What is required => Reproduce the line containing "w h 8 [w 0 0" and every line after it through the end of the records. Include nothing else.
(Source material begins)
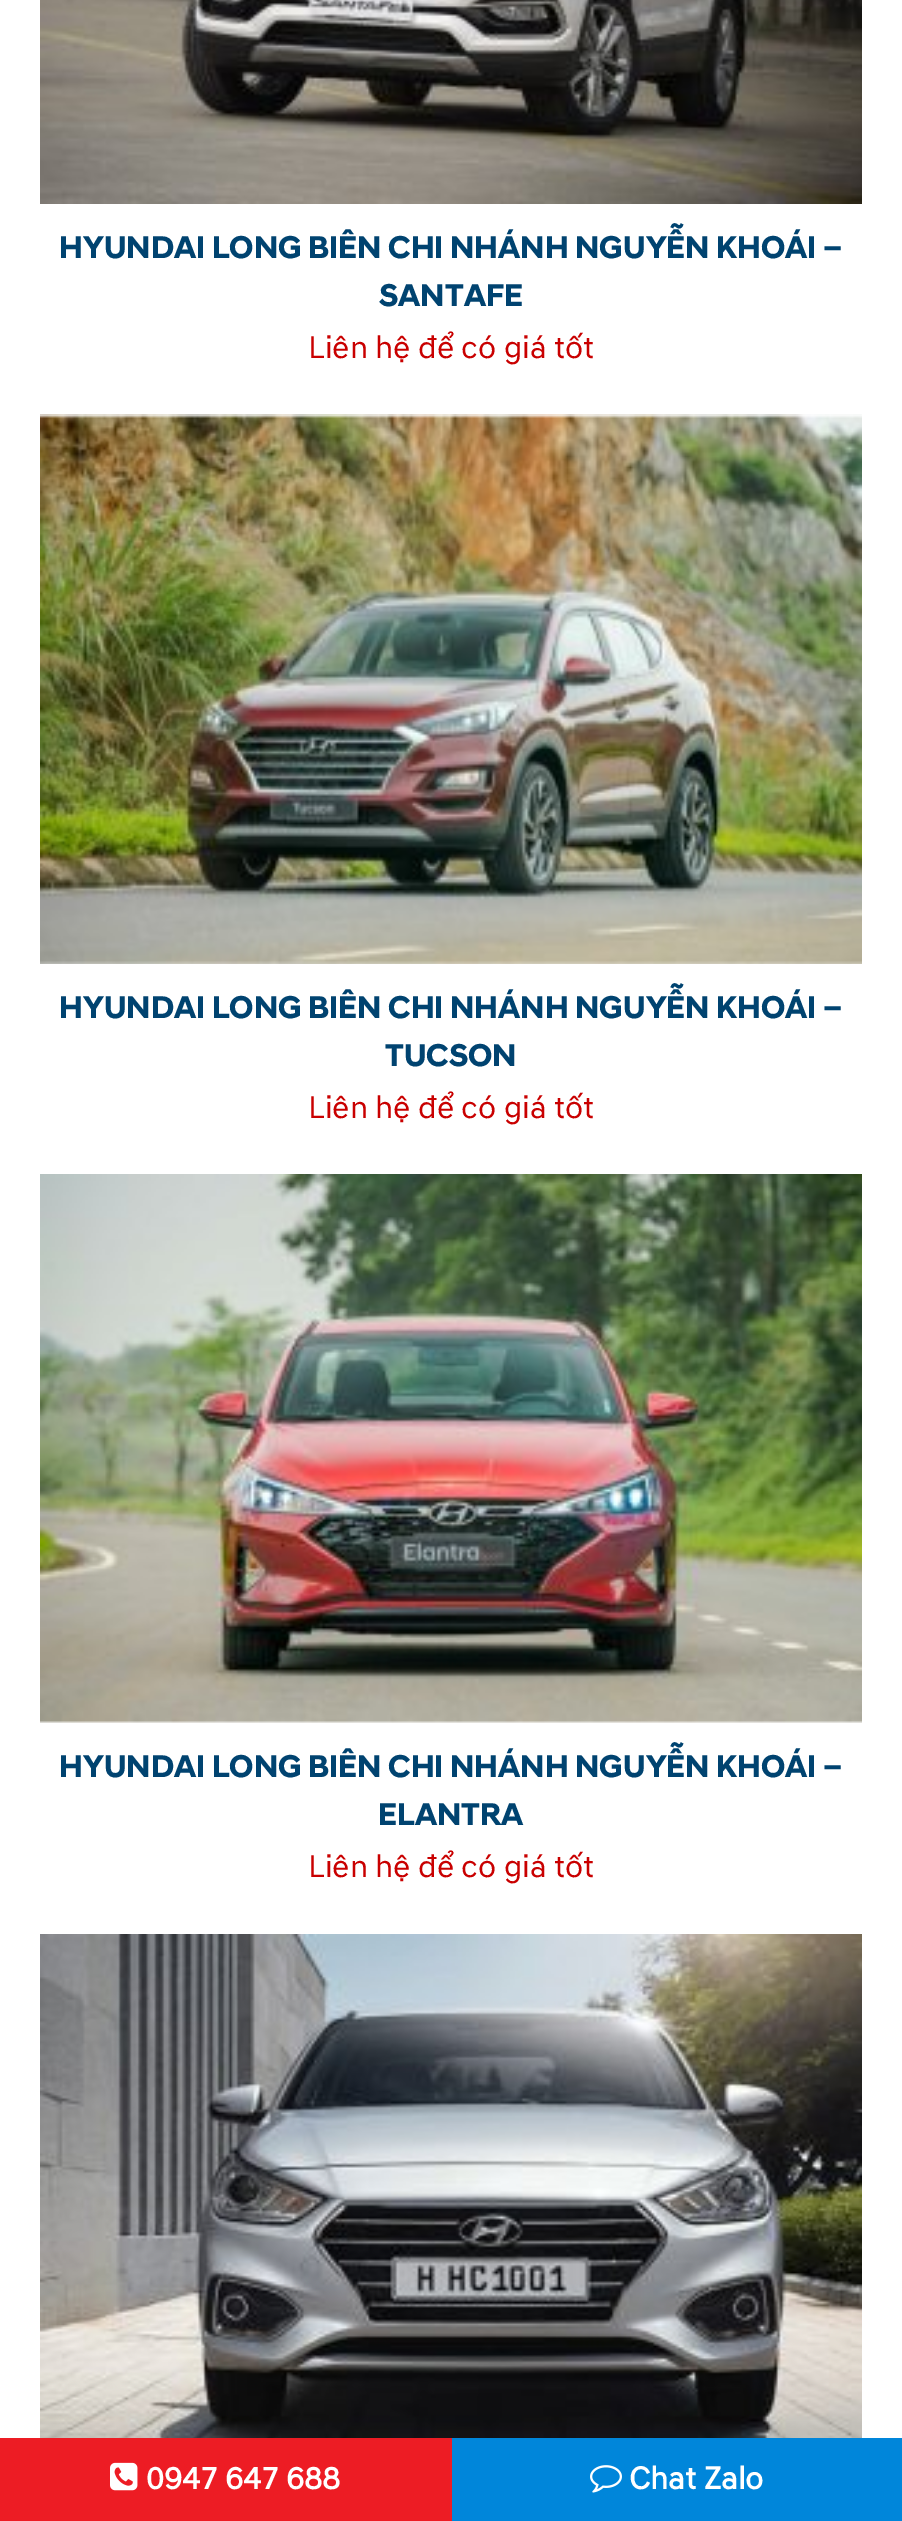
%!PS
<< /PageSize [902 2521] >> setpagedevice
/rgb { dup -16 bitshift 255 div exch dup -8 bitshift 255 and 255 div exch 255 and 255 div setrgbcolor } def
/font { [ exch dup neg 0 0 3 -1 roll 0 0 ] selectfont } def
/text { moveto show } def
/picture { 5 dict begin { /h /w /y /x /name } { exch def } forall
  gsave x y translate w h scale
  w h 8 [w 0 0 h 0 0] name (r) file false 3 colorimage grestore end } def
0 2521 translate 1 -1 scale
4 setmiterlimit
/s1 { /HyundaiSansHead-Bold 32 font 16#004370 rgb } def
/s2 { /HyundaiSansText-Regular 32 font 16#C90000 rgb } def
/s3 { /HyundaiSansText-Bold 32 font 16#FFFFFF rgb } def
16#FFFFFF rgb
0 0 902 2521 rectfill
(pic1.raw) 40 0 822 204 picture
s1
(HYUNDAI LONG BIÊN CHI NHÁNH NGUYỄN KHOÁI –) 59 258 text
(SANTAFE) 379 306 text
s2
(Liên hệ để có giá tốt) 308 358 text
(pic2.raw) 40 414 822 550 picture
s1
(HYUNDAI LONG BIÊN CHI NHÁNH NGUYỄN KHOÁI –) 59 1018 text
(TUCSON) 385 1066 text
s2
(Liên hệ để có giá tốt) 308 1118 text
(pic3.raw) 40 1174 822 549 picture
s1
(HYUNDAI LONG BIÊN CHI NHÁNH NGUYỄN KHOÁI –) 59 1777 text
(ELANTRA) 378 1825 text
s2
(Liên hệ để có giá tốt) 308 1877 text
(pic4.raw) 40 1934 822 504 picture
16#ED1C24 rgb
0 2438 452 83 rectfill
(pic5.raw) 110 2462 28 29 picture
s3
(0947 647 688) 146 2489 text
16#0086DA rgb
452 2438 450 83 rectfill
(pic6.raw) 590 2465 32 28 picture
s3
(Chat Zalo) 629 2489 text
showpage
(Source material ends)
Final answer =>
  w h 8 [w 0 0 h 0 0] name (r) file false 3 colorimage grestore end } def
0 2521 translate 1 -1 scale
4 setmiterlimit
/s1 { /HyundaiSansHead-Bold 32 font 16#004370 rgb } def
/s2 { /HyundaiSansText-Regular 32 font 16#C90000 rgb } def
/s3 { /HyundaiSansText-Bold 32 font 16#FFFFFF rgb } def
16#FFFFFF rgb
0 0 902 2521 rectfill
(pic1.raw) 40 0 822 204 picture
s1
(HYUNDAI LONG BIÊN CHI NHÁNH NGUYỄN KHOÁI –) 59 258 text
(SANTAFE) 379 306 text
s2
(Liên hệ để có giá tốt) 308 358 text
(pic2.raw) 40 414 822 550 picture
s1
(HYUNDAI LONG BIÊN CHI NHÁNH NGUYỄN KHOÁI –) 59 1018 text
(TUCSON) 385 1066 text
s2
(Liên hệ để có giá tốt) 308 1118 text
(pic3.raw) 40 1174 822 549 picture
s1
(HYUNDAI LONG BIÊN CHI NHÁNH NGUYỄN KHOÁI –) 59 1777 text
(ELANTRA) 378 1825 text
s2
(Liên hệ để có giá tốt) 308 1877 text
(pic4.raw) 40 1934 822 504 picture
16#ED1C24 rgb
0 2438 452 83 rectfill
(pic5.raw) 110 2462 28 29 picture
s3
(0947 647 688) 146 2489 text
16#0086DA rgb
452 2438 450 83 rectfill
(pic6.raw) 590 2465 32 28 picture
s3
(Chat Zalo) 629 2489 text
showpage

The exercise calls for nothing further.